IRRICANA, Alta. – Ron Carey has built himself an impressive antique collection based on the old adage; one man’s trash is another man’s treasure.
Within the first few steps upon entering Carey’s business in south Calgary, the evidence of somebody who regales antiques is prominent. There’s a slew of old oilcans, a few antique gas pumps, antique cabinets with detailed etchings and a host of statues.
Every room entered and every turn taken throughout the shop, the beauty of the past restored is prominent. From old-time movie posters, to vintage neon business signs and road signs, antique toy trucks, antique boxes, it’s a virtual tour of times past in living colour.
The breadth of the collection is as impressive as the quality and detail put into restoring each piece, which more than likely was rescued from a landfill site somewhere.
“You find it wherever you find it. I used to find this stuff years ago, when it was out there,” Carey explained. “Buildings were coming down and towns were cleaning up all the old stuff, so most of it gets pillaged and cleaned out.”
Perhaps the most impressive section of Carey’s antique collection is his fleet of antique trucks. The regional vice-president of the American Truck Historical Society (ATHS) Alberta and Saskatchewan Chapters has spent the past couple of decades restoring old vehicles and has in the ballpark of 75 restored trucks in his collection.
“I’ve been collecting and restoring for about 20 years,” Carey told Truck West. “I’ve worked in the oilfield my whole life, so trucks are just a normal thing.”
Raised on a farm in rural Alberta, Carey developed an affinity for trucks at an early age and later spent time behind the wheel of a gravel truck before finding work in the oilfield.
Eventually, Carey established his own business supplying drill bits to the oilfield industry; and his company created a drill bit rental program where drillers could return the bits to be reconditioned and made available to other customers.
Across the street from the drill bit shop is Carey’s restoration shop. A team of mechanics works away in the shop breathing life into an assortment of rusted chassis. At the time, Carey was restoring one of the first Mack Trucks, built back in 1912. Carey is already the owner of a restored Mack army truck built in 1917 and a 1923 Kelly Springfield.
“A lot of people ask me for a favourite, but there’s lots of favourites in there,” noted Carey. “There are a lot of neat trucks in that fleet.”
With a substantially sized antique truck fleet and the space needed in his restoration shop to work on current projects, Carey had to find a space to house his personal collection.
Pioneer Acres began as a farm machinery and thresher museum, situated in a rural location 45 minutes east of Calgary on the outskirts of the barely 1,000 person town of Irricana, Alta.
In the summer of 1999, Carey established a building on the Irricana site as a home for his collection and an opportunity for others to enjoy his labour.
With one building filled with Carey’s vehicles and gas station memorabilia, members of the Alberta chapter of the ATHS decided to erect a second building for its antique trucks and add to the truck portion of Pioneer Acres.

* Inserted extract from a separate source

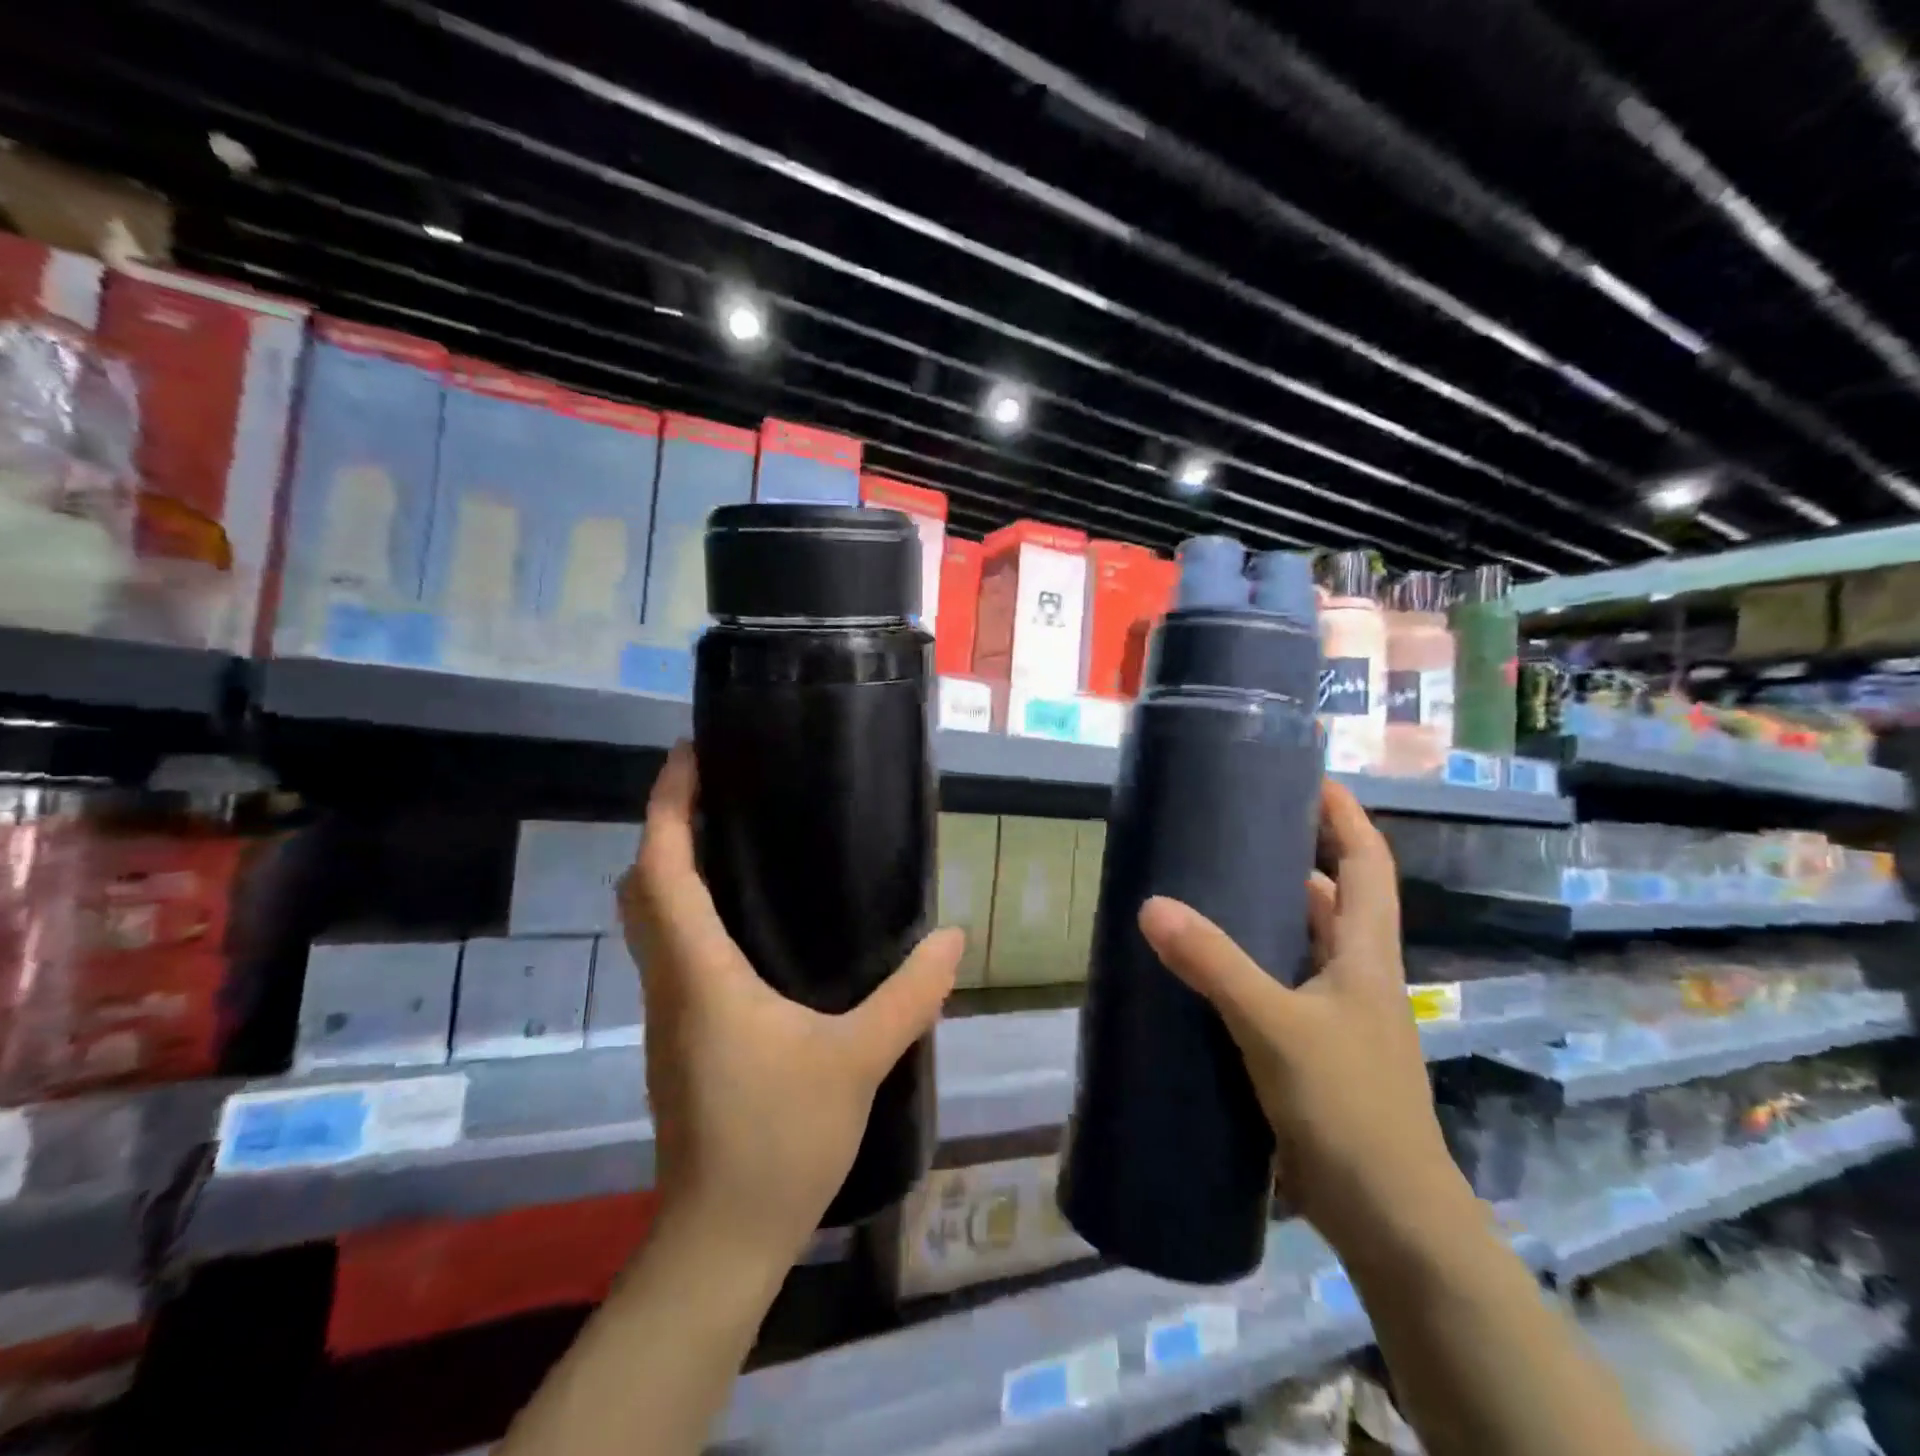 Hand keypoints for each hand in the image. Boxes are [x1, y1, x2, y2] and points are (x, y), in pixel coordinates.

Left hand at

“We’d been talking about it for a number of years, but we didn’t get started on it until 2004,” explained Paul Rubak, a member of the ATHS and an established trucking industry veteran. “Headed by a committee of three with Harry Reding, past-president of our chapter as chairman, committee members Murray Wise, president of Pioneer Acres and Alex Lewoniuk, Alberta chapter member, the building was erected and officially opened Aug. 7, 2004.”
The second truck building at the Pioneer Acres site is lined with trucks owned by other members of the ATHS Alberta Chapter. All the trucks on display are in running order and restored to like-new condition, even though some needed little work to be brought back to life.
“It’s a group of people who are involved with the Truck Historical Society who have decided to do this and donate it to Pioneer Acres,” noted Rubak. “It does give the members a place to store vehicles if they so desire, if they wish to have a stall.”
The Pioneer Acres site is host to about 70 trucks now and during the second weekend in August the society puts on a performance for a Heritage Day celebration, which saw more than 100 trucks in attendance last year. The seasonal museum is open to the public from May until the end of September.
Looking the world over
Although the museum display is only open during the summer season, collecting and restoring antique vehicles is a year-round hobby; and has taken Carey around the world to locate rare trucks.
“I have one that came over from New Zealand, that yellow 1913 Benz. It’s one of the rarest and toughest restorations we ever did,” explained Carey. “We start by tearing it all apart and building what you need for it. It took about 10 years to build that truck.”
When Carey purchased his first antique truck and set about restoring it, he had no idea his collection would grow to be as large as it is today.
“Every year we say we’re going to quit, but then we start a few more. There’s only a couple more out there that aren’t here to be fixed,” he added. “It’s interesting to take an old rusted vehicle and make something out of it. It’s looks really nice when it’s all done, but it’s the challenge of building it. I like doing things people say can’t be done.”